O’Laughlin declined an interview request from The Beacon but provided a statement clarifying that despite “speculation about a potential special session on redistricting … no decision has been made at this time.”
“That responsibility lies with Governor Kehoe, and I support him in whatever path he believes is best for the state. My priority is ensuring Missouri’s representation in Washington reflects the values of our conservative majority at home. As national Democrats continue to embrace extreme policies, we must remain vigilant and do what we can to keep socialists from gaining more control,” O’Laughlin wrote.
Sharp said he “really (is) hopeful that this is something that won’t happen, and we haven’t heard anything yet, so every day, I grow more optimistic about it not being called.”

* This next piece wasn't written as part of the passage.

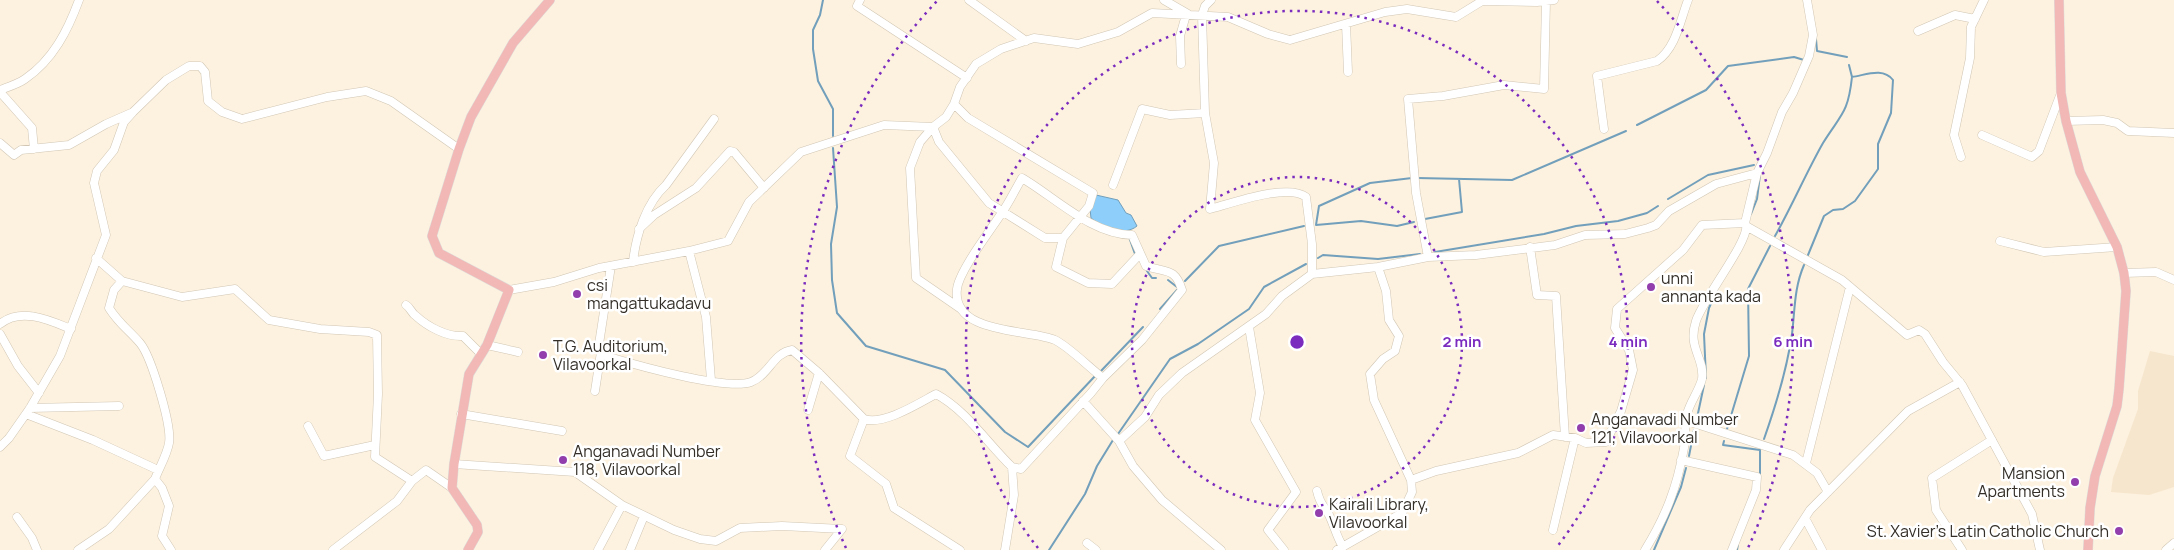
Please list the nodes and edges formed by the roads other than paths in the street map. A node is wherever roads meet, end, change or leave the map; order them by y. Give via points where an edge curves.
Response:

Democrats vow to fight redistricting push
If Kehoe calls lawmakers back to Jefferson City to redraw the map, Democrats are “not going to do what Texas (Democrats) did,” Sharp said, referring to lawmakers leaving the state to deny a quorum and try to delay votes on Texas’ proposed congressional map.
“We’ll definitely be showing up and showing out and making a fuss,” Sharp added.
Nurrenbern agreed, saying she and her colleagues would “do everything possible” to stop a 7-1 map from passing.
But she also acknowledged that “here in Missouri, Republicans have a supermajority. They do not need us even to make quorum in the state House or in the state Senate. So there is only so much we can do.”
Nurrenbern said she expects to see “a robust movement to enshrine in our constitution a measure that would make district drawing much fairer and more representative of Missouri voters.”
She said she specifically hopes the state will switch to having a nonpartisan demographer draw districts, a change Missouri voters had approved in 2018 but then shot down in 2020.
Under that policy, referred to as “Clean Missouri,” districts would have to be drawn to maximize competitiveness, with as close to a 50-50 split of Democrats and Republicans as possible.
Sam Wang, a professor at Princeton University and the lead researcher for the Princeton Gerrymandering Project, said: “We diagnose, and then citizens have to decide what to do about it.”
“About half of the states have ways to counter gerrymandering — Missouri citizens tried a few years ago,” he said, referring to Clean Missouri. “One good thing about what’s happening in the news right now is that it’s good for citizens to see the kind of cheating that is happening in plain view so it’s front of mind and so everyone can decide what kind of democracy they want.”